Jennie is a cat , and her best friend, Peter, is a white tom cat. But Peter has a secret, he is really a human boy who forgot his road drill and after being hit by a coal lorry wakes up in the animal underground of London, as a cat. Jennie shows Peter the ways of cats and they set out on a number of colourful adventures together . Gradually , they fall in love and Peter feels very protective toward Jennie, who has suffered at human hands. Sadly events work toward a climax which neither of them can avoid, and it really is a heartbreaking conclusion. Paul Galico at his best..A must for all cat lovers .
V**C
Utterly enthralling
I first read this book 50 years ago (yes, 50) when I was very young.

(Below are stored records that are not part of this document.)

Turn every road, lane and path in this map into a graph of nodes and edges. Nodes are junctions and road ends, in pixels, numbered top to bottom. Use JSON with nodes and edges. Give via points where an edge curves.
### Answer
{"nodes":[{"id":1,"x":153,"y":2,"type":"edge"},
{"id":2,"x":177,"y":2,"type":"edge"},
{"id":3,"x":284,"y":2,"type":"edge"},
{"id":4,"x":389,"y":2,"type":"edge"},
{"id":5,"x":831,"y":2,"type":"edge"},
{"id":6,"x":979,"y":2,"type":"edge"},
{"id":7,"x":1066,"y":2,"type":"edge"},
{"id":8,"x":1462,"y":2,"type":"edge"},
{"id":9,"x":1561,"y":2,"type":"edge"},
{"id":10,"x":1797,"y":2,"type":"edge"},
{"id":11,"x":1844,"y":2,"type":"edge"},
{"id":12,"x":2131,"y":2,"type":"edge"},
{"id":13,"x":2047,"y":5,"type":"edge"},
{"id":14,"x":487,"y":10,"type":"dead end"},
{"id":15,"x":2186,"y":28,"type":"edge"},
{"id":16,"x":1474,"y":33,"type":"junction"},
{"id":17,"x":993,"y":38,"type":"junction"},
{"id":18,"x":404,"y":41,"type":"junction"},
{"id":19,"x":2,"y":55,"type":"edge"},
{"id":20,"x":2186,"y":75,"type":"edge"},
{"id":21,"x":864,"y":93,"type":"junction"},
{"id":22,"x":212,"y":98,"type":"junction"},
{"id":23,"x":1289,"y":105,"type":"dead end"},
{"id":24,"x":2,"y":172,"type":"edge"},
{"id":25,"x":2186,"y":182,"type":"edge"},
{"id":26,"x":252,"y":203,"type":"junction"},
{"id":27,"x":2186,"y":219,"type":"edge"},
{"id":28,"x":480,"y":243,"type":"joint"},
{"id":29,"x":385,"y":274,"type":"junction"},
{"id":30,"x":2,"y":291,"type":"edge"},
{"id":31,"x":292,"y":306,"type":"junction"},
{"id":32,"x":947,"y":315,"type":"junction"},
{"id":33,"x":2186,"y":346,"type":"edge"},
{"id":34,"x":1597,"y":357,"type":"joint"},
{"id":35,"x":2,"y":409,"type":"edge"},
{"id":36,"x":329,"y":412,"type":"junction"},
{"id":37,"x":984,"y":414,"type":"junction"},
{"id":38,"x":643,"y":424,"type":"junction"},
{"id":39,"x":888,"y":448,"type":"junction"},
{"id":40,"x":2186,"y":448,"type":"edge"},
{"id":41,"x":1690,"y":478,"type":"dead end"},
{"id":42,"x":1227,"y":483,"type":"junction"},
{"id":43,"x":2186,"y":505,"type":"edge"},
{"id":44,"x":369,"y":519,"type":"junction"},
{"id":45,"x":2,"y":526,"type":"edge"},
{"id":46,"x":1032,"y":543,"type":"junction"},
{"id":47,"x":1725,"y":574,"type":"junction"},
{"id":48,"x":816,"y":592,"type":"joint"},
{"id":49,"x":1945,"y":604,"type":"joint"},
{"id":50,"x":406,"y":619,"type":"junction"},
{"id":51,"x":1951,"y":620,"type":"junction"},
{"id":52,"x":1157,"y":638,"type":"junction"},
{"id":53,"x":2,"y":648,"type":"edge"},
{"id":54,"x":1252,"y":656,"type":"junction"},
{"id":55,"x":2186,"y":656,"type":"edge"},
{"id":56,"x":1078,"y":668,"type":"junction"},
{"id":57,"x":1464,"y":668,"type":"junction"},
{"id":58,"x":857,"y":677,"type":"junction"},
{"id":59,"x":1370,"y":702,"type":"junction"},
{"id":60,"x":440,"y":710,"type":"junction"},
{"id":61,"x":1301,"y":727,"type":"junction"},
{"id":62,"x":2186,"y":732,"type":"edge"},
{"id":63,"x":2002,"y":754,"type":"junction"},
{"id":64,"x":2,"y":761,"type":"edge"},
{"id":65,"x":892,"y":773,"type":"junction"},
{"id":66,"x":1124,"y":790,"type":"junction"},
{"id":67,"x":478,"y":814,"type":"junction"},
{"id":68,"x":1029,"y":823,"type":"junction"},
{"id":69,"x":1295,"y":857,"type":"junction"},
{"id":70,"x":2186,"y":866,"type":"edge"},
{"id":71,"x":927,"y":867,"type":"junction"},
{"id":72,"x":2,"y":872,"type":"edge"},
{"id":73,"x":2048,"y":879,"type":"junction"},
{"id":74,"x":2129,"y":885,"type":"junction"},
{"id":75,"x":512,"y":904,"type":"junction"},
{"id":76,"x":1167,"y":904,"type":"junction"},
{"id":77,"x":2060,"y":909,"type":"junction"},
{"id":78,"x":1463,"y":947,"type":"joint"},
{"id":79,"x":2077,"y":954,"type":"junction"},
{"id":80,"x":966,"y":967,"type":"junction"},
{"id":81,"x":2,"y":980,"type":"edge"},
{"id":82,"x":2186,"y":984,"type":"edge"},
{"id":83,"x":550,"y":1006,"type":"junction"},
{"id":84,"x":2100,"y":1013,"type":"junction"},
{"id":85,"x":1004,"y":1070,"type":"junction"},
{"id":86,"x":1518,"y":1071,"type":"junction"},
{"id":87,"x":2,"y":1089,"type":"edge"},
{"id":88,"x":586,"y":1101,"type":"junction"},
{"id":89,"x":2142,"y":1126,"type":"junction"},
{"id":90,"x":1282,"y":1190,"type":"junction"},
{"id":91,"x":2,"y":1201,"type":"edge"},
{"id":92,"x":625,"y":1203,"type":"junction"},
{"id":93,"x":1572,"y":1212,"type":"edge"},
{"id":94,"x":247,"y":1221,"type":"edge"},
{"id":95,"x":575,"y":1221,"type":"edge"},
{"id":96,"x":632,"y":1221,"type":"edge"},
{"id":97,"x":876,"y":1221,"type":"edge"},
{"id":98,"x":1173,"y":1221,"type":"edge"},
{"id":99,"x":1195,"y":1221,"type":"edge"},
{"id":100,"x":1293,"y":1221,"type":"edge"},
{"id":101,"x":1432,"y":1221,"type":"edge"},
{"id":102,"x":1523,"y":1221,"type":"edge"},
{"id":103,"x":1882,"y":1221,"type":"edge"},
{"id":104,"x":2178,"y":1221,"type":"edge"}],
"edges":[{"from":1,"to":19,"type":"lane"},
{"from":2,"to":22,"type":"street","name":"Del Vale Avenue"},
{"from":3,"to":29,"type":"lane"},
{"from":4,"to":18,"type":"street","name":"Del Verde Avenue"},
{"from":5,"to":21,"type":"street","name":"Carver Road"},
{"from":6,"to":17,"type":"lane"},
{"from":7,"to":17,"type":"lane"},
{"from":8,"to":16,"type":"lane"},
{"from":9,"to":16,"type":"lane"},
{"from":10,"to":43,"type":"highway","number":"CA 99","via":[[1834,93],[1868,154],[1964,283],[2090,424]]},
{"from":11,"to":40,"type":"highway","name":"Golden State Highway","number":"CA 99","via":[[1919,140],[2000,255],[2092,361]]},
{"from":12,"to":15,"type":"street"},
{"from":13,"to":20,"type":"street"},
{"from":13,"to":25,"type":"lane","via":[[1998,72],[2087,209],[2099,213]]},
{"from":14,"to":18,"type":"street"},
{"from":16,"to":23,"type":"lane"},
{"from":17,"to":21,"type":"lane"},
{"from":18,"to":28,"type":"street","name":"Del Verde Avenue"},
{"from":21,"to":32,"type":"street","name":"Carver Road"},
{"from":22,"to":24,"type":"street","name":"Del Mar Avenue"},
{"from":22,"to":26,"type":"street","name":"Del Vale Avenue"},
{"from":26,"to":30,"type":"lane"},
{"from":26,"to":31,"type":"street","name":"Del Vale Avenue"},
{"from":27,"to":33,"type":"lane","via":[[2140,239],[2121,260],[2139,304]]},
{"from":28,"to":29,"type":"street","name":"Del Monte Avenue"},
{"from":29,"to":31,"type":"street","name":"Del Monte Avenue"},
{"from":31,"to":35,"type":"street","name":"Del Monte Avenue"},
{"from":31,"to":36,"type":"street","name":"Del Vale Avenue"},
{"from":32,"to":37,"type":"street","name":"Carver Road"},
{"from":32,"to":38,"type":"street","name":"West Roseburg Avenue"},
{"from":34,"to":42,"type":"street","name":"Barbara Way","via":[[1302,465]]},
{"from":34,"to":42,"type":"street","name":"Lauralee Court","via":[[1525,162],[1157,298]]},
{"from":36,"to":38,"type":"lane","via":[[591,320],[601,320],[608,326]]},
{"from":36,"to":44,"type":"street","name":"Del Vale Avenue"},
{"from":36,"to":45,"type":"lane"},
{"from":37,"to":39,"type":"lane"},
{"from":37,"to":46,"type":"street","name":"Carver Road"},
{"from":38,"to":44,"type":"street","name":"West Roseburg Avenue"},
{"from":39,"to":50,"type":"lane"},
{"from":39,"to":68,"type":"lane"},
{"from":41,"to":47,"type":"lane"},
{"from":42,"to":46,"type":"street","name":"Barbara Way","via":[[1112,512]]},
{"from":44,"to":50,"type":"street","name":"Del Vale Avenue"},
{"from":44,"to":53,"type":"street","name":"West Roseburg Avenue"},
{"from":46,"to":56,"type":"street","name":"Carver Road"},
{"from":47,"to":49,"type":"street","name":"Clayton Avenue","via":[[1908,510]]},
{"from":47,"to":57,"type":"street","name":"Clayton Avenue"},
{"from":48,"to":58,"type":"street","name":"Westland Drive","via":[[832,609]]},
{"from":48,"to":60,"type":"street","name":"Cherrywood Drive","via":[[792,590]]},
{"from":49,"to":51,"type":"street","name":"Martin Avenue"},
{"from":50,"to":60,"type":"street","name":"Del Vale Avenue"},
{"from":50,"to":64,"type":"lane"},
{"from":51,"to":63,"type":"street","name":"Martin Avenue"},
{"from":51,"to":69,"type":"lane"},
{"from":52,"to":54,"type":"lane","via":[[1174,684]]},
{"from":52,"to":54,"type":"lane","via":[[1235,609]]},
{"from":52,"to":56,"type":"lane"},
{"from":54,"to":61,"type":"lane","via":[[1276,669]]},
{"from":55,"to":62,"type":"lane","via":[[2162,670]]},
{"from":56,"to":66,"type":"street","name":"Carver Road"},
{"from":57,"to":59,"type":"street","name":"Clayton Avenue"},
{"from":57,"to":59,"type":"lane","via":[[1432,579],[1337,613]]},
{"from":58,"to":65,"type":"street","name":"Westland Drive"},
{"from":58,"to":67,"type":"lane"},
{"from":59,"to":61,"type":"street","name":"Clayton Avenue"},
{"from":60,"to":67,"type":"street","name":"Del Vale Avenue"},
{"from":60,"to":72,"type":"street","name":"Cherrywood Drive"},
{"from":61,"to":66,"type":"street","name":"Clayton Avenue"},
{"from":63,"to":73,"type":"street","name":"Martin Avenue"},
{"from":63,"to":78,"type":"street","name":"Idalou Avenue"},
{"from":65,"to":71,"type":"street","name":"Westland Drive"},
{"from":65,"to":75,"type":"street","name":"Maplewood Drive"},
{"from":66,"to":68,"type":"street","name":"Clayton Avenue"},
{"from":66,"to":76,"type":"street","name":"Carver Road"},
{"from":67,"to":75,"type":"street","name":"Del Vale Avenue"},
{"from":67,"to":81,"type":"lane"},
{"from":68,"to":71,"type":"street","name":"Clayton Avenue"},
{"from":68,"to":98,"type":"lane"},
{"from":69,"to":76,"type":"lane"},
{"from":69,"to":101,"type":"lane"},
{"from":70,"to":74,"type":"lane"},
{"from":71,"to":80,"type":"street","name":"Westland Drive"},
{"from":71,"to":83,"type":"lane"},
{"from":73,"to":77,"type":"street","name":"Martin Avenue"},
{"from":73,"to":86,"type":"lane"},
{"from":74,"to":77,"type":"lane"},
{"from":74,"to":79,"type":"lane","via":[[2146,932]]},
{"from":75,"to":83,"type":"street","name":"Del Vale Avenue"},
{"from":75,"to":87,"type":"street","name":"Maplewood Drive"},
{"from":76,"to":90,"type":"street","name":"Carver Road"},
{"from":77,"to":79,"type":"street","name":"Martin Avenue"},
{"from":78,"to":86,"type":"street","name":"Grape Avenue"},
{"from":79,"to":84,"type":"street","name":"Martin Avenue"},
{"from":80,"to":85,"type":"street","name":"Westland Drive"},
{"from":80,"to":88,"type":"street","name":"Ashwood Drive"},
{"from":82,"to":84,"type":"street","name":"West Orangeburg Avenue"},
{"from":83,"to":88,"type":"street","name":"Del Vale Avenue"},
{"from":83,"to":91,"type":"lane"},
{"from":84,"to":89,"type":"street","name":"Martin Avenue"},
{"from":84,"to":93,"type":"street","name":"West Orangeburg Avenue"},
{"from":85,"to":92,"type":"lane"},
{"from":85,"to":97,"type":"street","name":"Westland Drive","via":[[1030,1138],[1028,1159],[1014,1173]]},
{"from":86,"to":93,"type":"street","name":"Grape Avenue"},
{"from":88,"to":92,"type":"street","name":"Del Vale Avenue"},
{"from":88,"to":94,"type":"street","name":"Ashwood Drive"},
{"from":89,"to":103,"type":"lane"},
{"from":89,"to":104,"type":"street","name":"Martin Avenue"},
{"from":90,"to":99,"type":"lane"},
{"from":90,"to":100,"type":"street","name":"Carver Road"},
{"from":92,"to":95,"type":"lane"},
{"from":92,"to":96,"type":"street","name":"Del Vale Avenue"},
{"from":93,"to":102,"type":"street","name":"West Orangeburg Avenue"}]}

My elder sister kindly loaned it to me, and I can't adequately describe what a deep impression it made on my young mind. I recall I wanted to find Jennie, take her home and look after her.Well, the book soon went out of print, I couldn't find a copy anywhere, and the years rolled by. But I never forgot it, and then it turned up on Amazon (of course, where else) in e-book format. I'd forgotten much of it, and misremembered much of the rest, but it didn't matter. What a pleasure it was to read it again after all these years.If you're a cat fancier you'll certainly enjoy reading this. If you're not, well, you may find you never see cats in quite the same way again. Paul Gallico anthropomorphises them of course, but there's much in Peter and Jennie that you'll find in real cats.Highly recommended.(Deep in my imagination, Jennie is still out there somewhere.........)
D**D
A really good story from the beginning until thw end
A really good story from the beginning until thw end. The story of a boy called Peter. Animal cruelity to begin or so nearly left for dead. Jennie is his guardian angel who looks after him and shows him how to take care of himself. Peter encounters relationships of other cats and finds out their behaviour, independence they seek. He tells Jennie that he isn't a cat but he is clearly known to her. Dempsy is the Top Cat of the territory who likes to know and control the behaviours of others. Meeting various journeys and encounters along the way, Jennie and with her pal Peter face the ups and downs of survival and being stray. Although Peter wakes up to find his mother,father and other family members besized him.